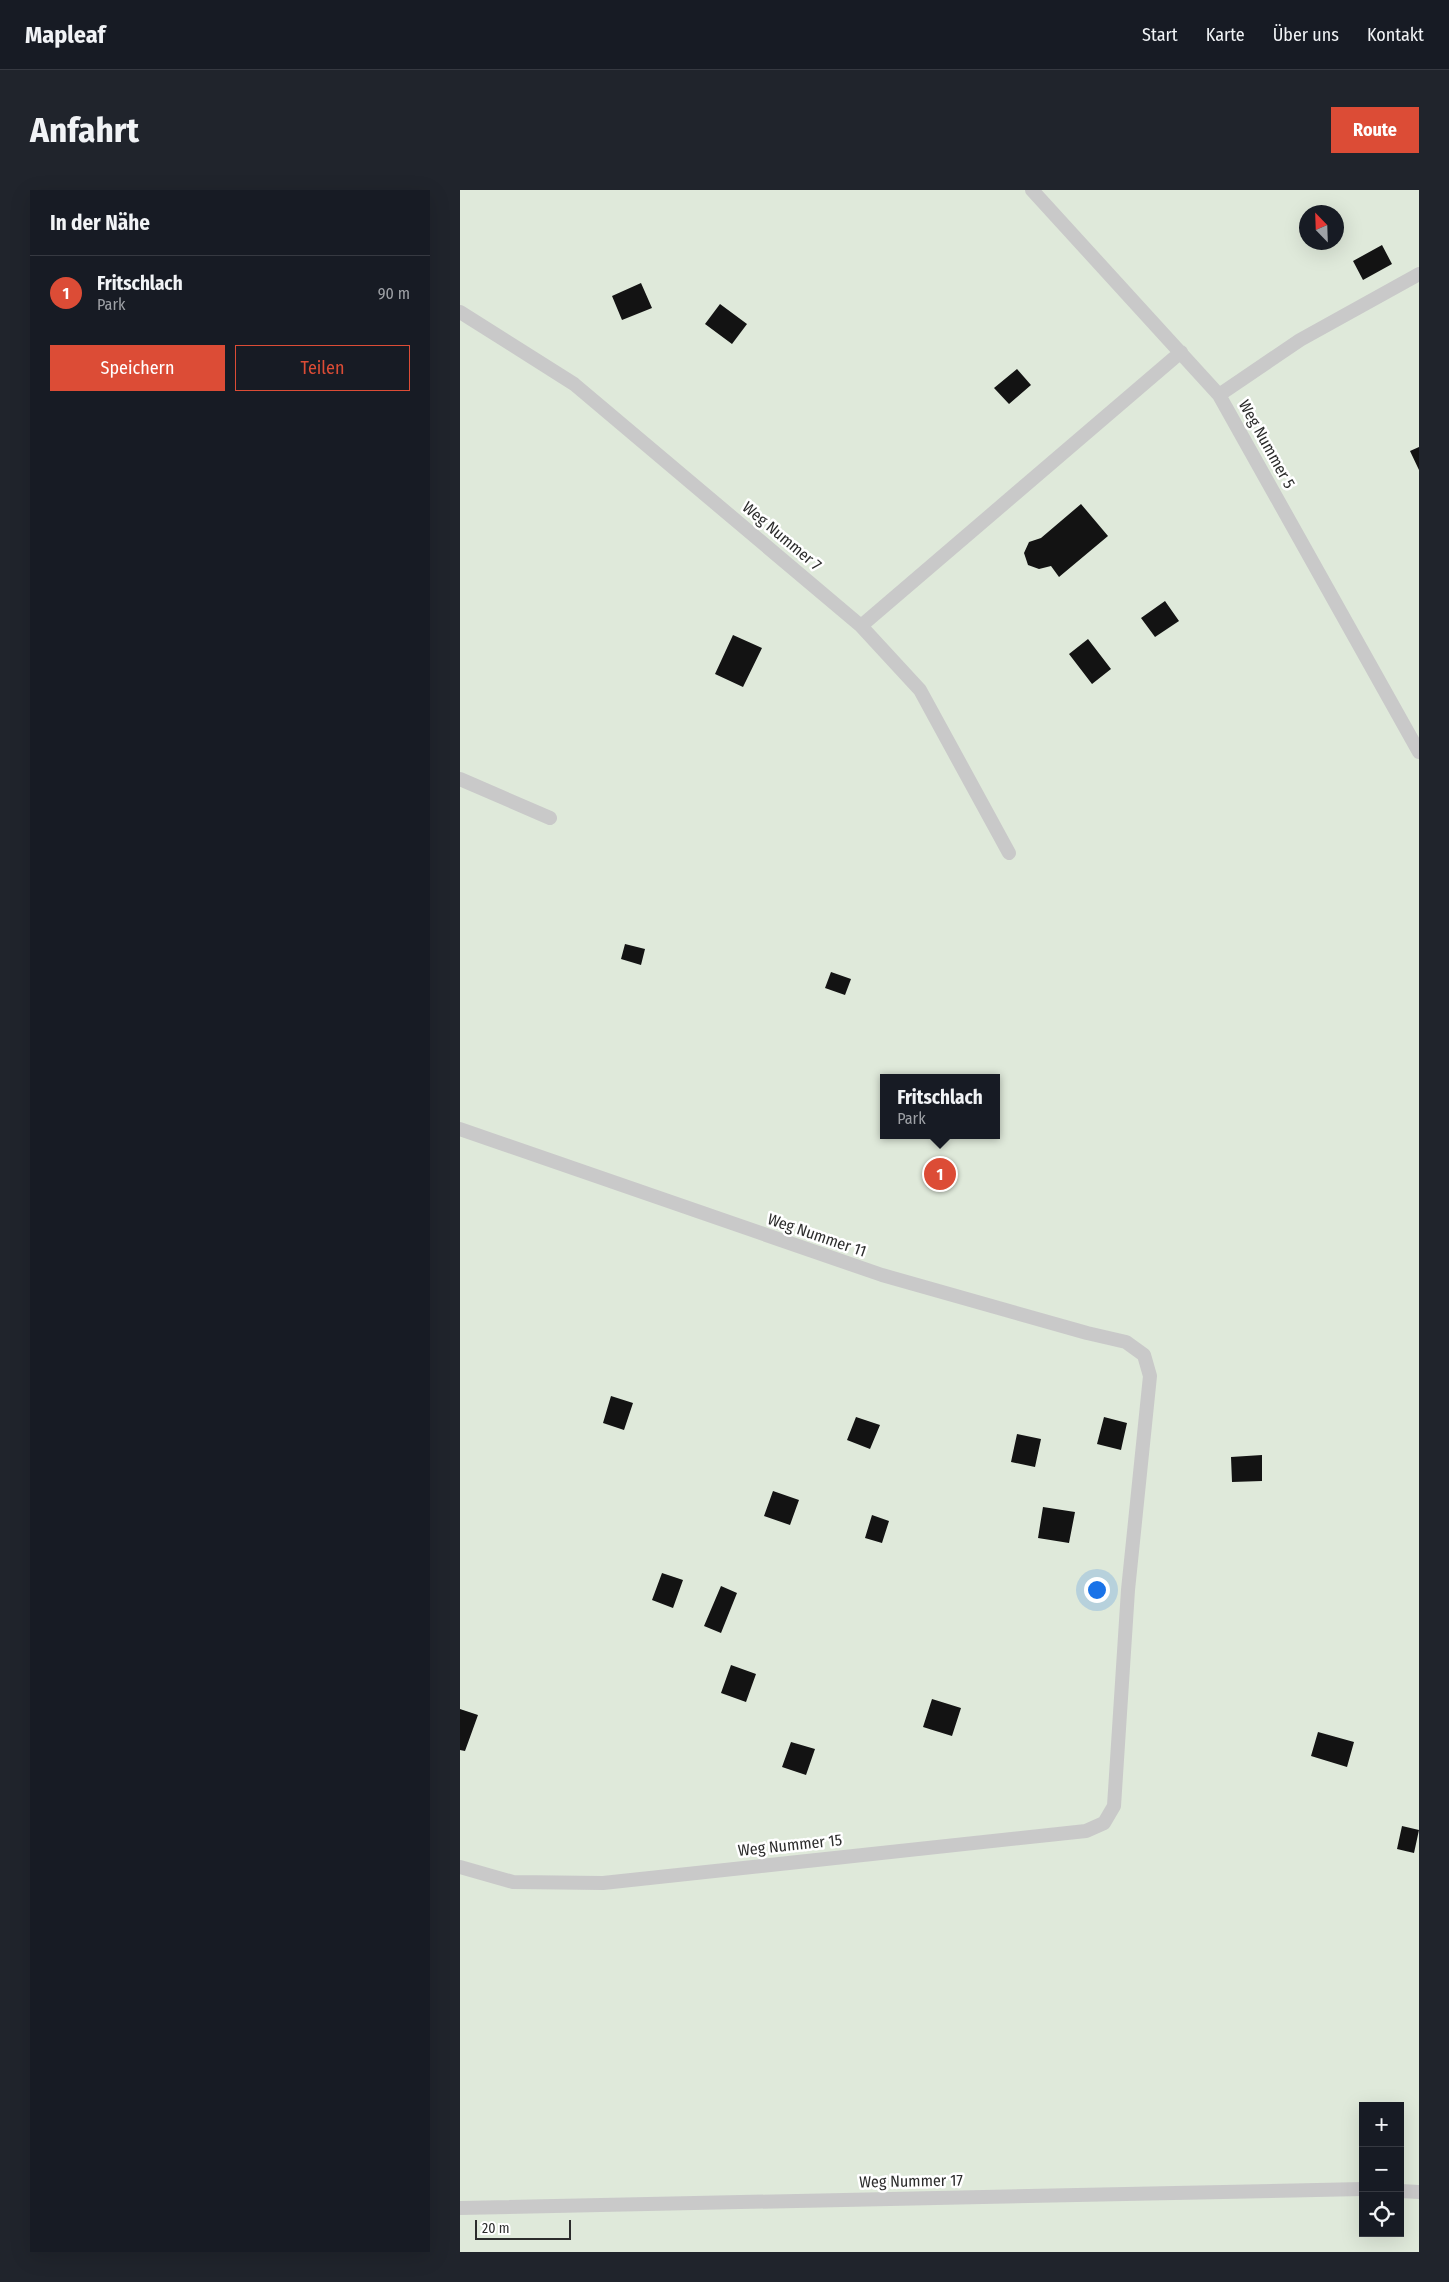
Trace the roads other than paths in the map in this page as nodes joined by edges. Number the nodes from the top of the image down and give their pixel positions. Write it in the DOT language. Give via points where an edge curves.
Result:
graph roads {
  1 [pos="1032,190"];
  2 [pos="1419,274"];
  3 [pos="460,312"];
  4 [pos="1181,352"];
  5 [pos="1219,394"];
  6 [pos="860,626"];
  7 [pos="1419,752"];
  8 [pos="460,779"];
  9 [pos="550,818"];
  10 [pos="1009,853"];
  11 [pos="460,1130"];
  12 [pos="1114,1806"];
  13 [pos="460,1867"];
  14 [pos="1359,2189"];
  15 [pos="1404,2191"];
  16 [pos="1419,2192"];
  17 [pos="460,2208"];
  1 -- 4 [label="lane, Weg Nummer 5"];
  2 -- 5 [label="lane" via="1300,340"];
  3 -- 6 [label="lane, Weg Nummer 7" via="574,384"];
  4 -- 5 [label="lane, Weg Nummer 5"];
  4 -- 6 [label="lane"];
  5 -- 7 [label="lane, Weg Nummer 5"];
  6 -- 10 [label="lane, Weg Nummer 7" via="920,690"];
  8 -- 9 [label="lane"];
  11 -- 12 [label="lane, Weg Nummer 11" via="882,1275 1086,1334 1126,1342 1144,1355 1150,1376 1128,1590"];
  12 -- 13 [label="lane, Weg Nummer 15" via="1104,1823 1086,1831 603,1883 513,1882"];
  14 -- 17 [label="lane, Weg Nummer 17"];
  15 -- 16 [label="lane"];
}
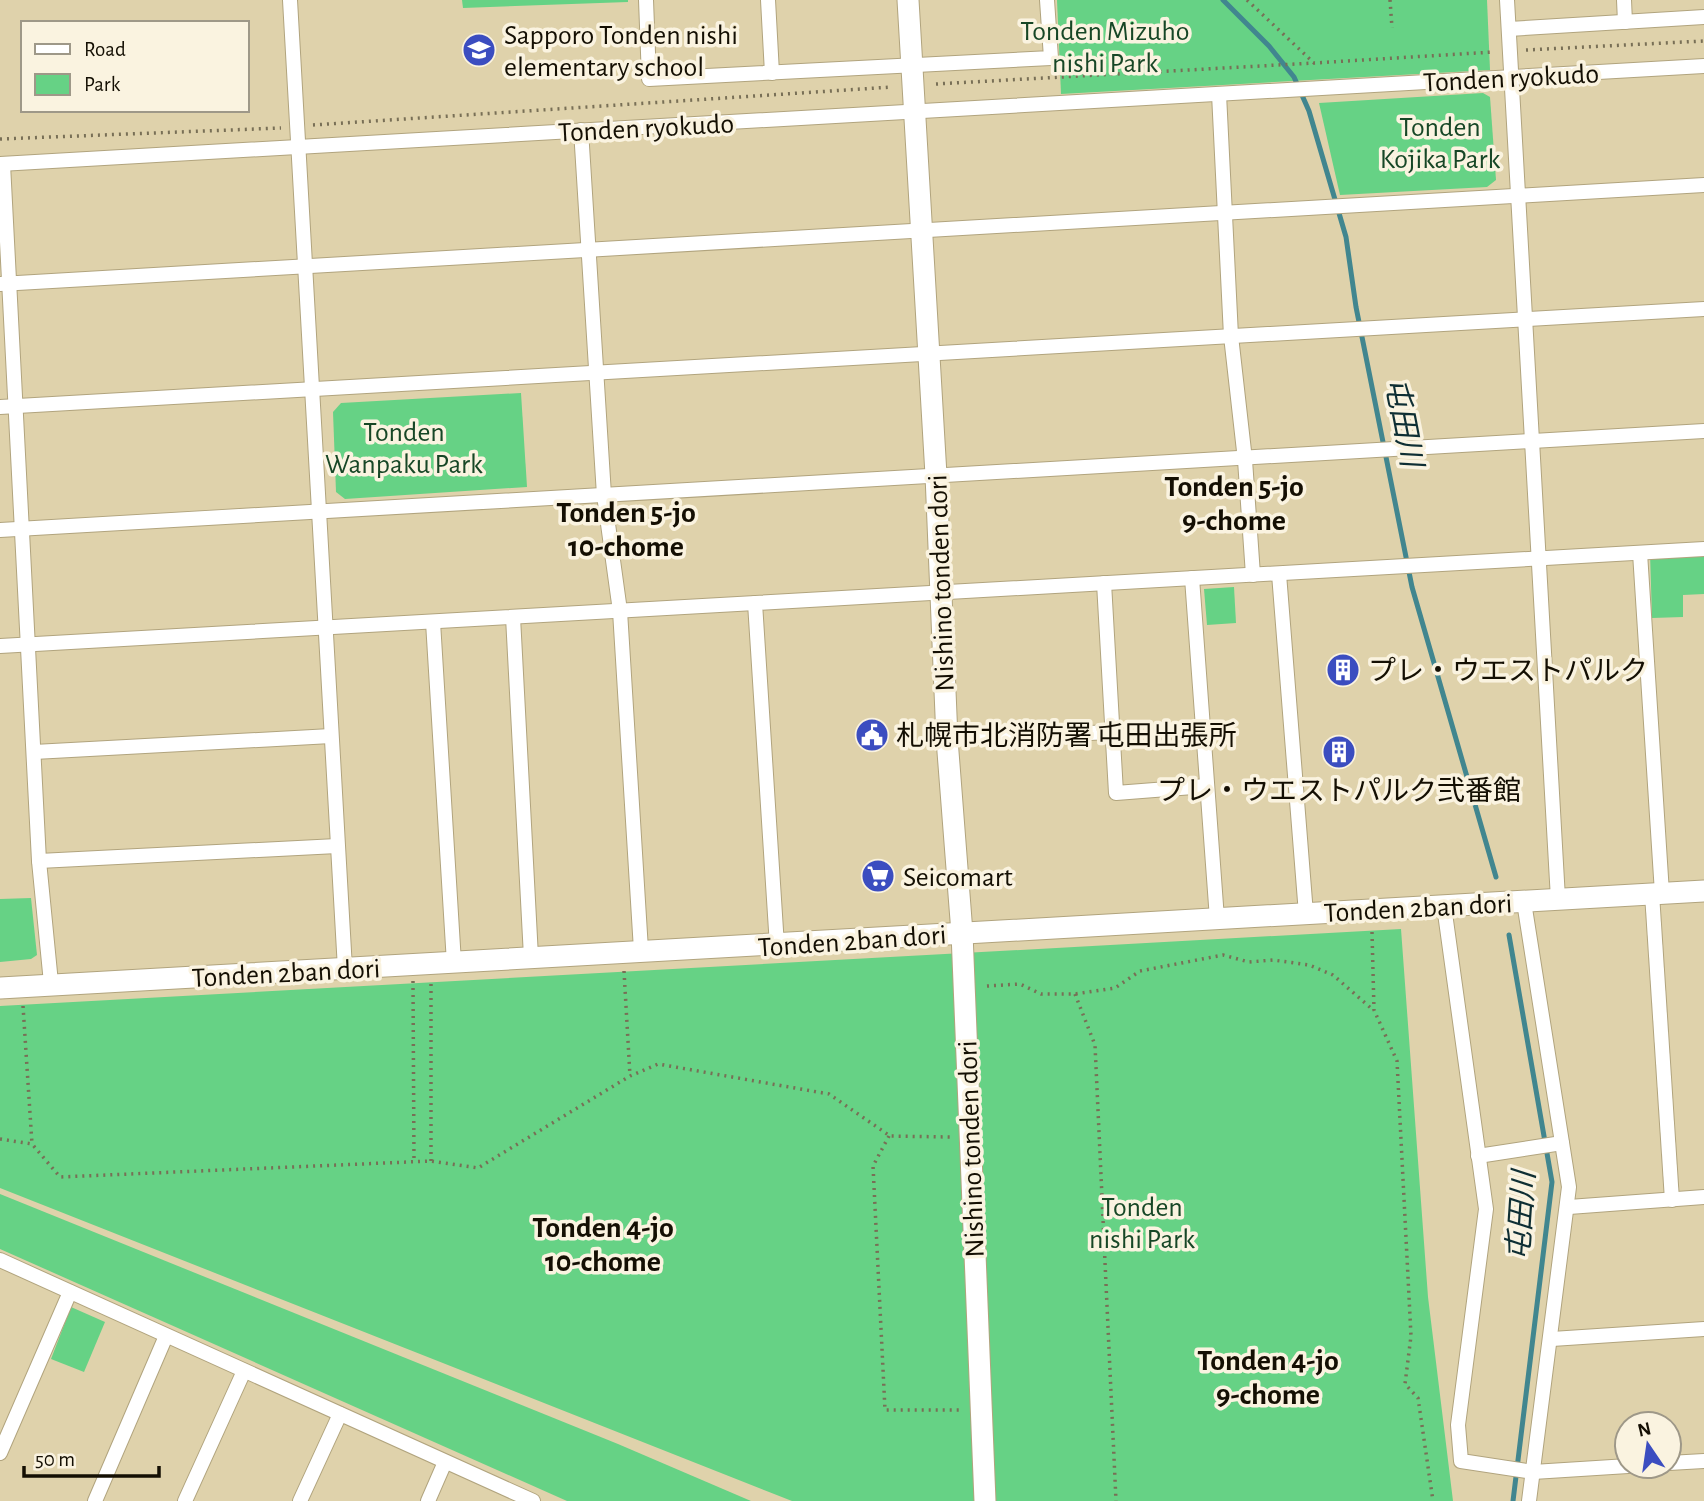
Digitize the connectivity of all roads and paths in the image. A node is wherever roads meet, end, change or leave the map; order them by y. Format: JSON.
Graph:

**WHAT TO WORK ON:**
Copy out each line of the listing where the string "paths" appears.

**WRITTEN RESPONSE:**
Trace the roads other than paths in the map in this page as nodes joined by edges. Number the nodes from the top of the image down and give their pixel positions. Write it in the DOT language. Give via points where an edge curves.
Digitize the connectivity of all roads and paths in the image. A node is wherever roads meet, end, change or leave the map; order them by y. Format: JSON.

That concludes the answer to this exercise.